*** Block opens ***

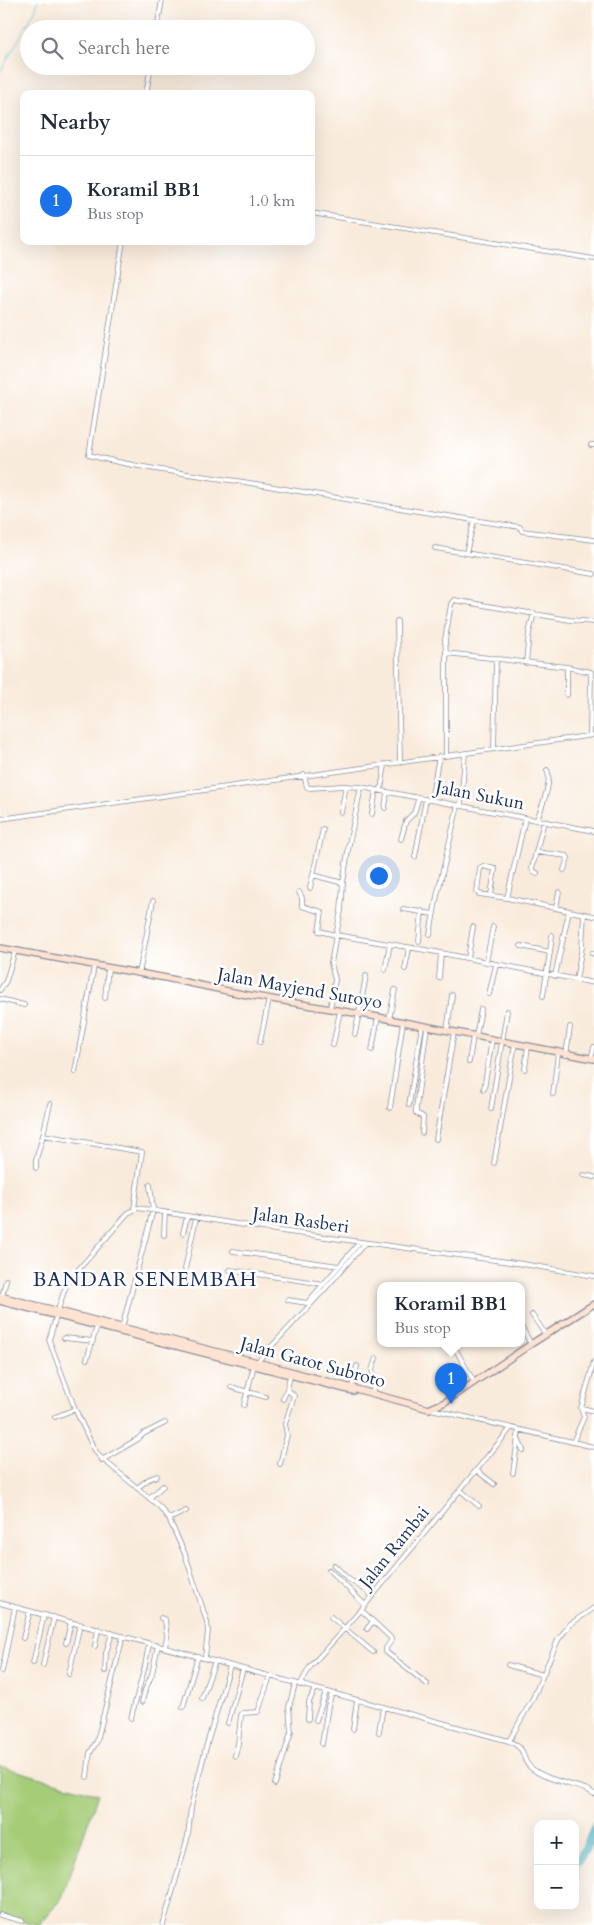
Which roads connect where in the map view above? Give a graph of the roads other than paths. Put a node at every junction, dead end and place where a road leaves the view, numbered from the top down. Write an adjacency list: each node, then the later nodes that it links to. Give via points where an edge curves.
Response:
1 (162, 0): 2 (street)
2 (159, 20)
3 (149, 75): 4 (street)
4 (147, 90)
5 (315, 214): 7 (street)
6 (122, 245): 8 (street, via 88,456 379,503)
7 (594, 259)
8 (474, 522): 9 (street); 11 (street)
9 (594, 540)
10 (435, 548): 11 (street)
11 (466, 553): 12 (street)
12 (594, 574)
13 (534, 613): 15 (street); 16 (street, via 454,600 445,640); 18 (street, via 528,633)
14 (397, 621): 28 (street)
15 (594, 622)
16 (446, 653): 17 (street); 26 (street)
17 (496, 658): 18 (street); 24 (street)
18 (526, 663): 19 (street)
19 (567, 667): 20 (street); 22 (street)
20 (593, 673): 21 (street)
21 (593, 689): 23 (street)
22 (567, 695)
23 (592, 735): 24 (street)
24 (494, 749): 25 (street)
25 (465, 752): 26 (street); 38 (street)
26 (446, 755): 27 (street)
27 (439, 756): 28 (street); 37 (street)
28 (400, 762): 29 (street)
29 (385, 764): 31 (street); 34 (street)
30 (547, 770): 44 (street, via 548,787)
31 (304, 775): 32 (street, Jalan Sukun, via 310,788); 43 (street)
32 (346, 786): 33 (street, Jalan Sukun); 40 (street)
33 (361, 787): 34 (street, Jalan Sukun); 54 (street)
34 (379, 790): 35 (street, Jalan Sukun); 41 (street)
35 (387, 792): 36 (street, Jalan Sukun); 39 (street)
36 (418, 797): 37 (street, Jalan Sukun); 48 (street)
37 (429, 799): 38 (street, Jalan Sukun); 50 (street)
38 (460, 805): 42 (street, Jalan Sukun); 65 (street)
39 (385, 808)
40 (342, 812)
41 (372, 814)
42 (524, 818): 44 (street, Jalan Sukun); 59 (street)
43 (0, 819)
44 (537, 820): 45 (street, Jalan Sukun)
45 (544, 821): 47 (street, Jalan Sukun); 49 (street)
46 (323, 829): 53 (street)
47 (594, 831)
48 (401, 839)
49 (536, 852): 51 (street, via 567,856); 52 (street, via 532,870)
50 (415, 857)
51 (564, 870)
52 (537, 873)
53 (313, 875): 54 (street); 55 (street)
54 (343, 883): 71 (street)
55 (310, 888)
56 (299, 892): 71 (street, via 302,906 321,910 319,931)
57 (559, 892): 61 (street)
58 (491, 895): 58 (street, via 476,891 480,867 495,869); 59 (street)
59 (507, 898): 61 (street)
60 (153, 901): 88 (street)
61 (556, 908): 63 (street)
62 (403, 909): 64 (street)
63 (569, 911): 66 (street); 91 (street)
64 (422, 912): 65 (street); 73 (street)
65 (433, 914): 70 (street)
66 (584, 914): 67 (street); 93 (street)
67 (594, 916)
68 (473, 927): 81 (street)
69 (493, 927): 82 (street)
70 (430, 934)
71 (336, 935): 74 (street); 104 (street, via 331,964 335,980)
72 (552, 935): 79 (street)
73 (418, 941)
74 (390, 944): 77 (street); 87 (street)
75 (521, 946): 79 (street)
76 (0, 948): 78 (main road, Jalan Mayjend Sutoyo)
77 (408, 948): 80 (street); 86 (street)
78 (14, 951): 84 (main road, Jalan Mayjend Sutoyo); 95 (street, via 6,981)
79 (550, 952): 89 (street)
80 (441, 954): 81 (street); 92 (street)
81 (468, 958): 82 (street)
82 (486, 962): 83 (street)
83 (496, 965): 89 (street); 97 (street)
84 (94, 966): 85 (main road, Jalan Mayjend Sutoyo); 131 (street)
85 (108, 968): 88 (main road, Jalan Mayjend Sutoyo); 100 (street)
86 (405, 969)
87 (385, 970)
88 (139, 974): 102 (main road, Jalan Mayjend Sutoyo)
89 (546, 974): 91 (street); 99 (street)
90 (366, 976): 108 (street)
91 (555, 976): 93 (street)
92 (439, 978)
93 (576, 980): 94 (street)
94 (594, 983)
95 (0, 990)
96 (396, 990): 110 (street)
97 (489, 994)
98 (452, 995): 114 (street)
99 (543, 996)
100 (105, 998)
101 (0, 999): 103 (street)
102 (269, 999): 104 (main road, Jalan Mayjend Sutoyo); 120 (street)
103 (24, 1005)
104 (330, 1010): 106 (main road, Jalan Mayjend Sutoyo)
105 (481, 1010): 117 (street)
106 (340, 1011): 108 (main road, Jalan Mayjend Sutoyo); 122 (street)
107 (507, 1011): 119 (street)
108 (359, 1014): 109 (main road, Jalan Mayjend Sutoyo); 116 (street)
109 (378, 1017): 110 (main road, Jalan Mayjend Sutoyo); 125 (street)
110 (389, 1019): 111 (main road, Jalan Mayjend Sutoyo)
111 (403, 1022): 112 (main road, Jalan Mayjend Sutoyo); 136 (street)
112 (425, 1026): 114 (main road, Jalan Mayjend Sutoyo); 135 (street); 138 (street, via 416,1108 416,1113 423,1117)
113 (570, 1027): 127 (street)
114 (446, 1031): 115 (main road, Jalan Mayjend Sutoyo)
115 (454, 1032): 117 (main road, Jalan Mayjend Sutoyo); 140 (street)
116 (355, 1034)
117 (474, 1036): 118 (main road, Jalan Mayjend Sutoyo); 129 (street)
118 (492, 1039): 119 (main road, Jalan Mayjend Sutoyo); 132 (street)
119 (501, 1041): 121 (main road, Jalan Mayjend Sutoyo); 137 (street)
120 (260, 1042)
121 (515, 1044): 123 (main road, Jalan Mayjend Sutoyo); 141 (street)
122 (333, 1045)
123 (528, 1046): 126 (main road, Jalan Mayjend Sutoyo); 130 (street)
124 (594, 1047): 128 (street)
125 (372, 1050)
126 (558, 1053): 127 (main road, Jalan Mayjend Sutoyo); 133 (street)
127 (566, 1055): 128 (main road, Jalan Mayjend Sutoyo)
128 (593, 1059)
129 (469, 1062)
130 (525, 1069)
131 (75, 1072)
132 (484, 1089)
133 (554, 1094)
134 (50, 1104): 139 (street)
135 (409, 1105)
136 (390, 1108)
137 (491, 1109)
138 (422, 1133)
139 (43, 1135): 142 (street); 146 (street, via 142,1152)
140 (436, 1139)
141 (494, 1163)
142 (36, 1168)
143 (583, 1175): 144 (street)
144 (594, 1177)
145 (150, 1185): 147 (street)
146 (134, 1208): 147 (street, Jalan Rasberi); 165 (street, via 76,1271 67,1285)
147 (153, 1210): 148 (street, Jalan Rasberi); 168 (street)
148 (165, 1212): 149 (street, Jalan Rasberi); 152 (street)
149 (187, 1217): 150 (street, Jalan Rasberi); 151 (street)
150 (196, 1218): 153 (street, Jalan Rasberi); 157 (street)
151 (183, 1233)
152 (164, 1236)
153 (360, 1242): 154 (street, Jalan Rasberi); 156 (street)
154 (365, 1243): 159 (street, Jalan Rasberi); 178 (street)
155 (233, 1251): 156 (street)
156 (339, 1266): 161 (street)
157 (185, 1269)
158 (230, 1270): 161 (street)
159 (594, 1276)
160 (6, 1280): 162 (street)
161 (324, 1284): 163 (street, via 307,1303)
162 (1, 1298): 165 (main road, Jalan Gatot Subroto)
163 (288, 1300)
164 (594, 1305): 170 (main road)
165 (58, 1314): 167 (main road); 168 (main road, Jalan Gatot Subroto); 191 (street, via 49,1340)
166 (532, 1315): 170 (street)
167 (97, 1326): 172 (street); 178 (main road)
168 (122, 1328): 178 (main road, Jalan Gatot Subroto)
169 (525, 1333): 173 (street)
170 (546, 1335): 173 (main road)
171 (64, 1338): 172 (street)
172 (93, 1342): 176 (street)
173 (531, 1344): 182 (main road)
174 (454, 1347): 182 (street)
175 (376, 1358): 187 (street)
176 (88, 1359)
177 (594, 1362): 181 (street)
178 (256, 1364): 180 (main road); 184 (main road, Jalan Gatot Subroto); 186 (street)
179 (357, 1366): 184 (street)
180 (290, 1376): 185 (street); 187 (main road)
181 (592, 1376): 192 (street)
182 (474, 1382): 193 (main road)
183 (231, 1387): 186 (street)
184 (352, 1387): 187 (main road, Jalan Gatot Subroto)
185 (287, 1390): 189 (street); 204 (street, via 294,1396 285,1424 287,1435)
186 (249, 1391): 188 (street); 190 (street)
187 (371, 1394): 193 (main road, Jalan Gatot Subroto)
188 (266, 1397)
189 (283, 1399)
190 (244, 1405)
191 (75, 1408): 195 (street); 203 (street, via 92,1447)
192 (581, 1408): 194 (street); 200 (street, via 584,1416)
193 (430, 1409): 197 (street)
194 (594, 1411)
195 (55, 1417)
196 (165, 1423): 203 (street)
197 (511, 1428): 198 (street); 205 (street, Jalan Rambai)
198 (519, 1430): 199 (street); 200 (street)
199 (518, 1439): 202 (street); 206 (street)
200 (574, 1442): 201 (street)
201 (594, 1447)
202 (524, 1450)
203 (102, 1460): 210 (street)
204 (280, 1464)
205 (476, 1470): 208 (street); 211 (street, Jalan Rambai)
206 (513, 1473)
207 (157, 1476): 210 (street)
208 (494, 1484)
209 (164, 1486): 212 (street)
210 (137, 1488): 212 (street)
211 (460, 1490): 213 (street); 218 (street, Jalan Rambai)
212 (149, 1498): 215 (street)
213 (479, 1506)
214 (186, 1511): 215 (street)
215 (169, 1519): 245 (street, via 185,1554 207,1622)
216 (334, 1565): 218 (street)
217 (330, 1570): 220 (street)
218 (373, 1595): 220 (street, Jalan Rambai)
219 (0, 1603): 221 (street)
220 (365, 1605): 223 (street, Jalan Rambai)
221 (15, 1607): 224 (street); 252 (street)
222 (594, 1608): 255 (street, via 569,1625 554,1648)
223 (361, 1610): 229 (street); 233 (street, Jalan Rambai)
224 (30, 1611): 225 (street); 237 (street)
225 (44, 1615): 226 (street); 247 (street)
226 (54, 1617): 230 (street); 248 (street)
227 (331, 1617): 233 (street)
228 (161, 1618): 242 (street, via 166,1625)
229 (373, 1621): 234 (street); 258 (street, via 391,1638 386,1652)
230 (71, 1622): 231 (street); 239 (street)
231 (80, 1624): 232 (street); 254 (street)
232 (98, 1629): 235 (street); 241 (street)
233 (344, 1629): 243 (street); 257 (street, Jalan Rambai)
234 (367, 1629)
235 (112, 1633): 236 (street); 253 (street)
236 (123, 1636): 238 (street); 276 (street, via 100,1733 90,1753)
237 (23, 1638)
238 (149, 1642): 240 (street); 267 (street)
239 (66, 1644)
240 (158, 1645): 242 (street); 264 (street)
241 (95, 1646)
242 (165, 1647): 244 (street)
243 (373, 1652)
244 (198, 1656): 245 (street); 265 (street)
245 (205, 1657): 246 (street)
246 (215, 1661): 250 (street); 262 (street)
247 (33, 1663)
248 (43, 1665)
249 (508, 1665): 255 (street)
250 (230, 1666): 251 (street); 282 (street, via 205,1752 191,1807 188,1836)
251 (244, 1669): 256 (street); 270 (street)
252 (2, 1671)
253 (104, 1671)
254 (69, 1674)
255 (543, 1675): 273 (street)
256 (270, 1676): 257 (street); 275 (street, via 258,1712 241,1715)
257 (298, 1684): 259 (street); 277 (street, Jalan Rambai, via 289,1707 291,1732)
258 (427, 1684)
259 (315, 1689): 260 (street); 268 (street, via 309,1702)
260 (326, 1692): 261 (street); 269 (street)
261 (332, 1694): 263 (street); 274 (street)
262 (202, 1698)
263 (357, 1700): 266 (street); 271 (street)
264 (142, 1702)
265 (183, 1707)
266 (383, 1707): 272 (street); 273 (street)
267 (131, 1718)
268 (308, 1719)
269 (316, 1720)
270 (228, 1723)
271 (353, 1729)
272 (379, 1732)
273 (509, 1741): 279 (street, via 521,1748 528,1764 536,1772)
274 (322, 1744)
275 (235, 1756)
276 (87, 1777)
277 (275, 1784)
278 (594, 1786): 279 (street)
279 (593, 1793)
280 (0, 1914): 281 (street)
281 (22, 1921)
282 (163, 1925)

*** Block closes ***

For this exercise, return every line from the data that holds the string "Gatot".

> [Reply to the task]:
162 (1, 1298): 165 (main road, Jalan Gatot Subroto)
165 (58, 1314): 167 (main road); 168 (main road, Jalan Gatot Subroto); 191 (street, via 49,1340)
168 (122, 1328): 178 (main road, Jalan Gatot Subroto)
178 (256, 1364): 180 (main road); 184 (main road, Jalan Gatot Subroto); 186 (street)
184 (352, 1387): 187 (main road, Jalan Gatot Subroto)
187 (371, 1394): 193 (main road, Jalan Gatot Subroto)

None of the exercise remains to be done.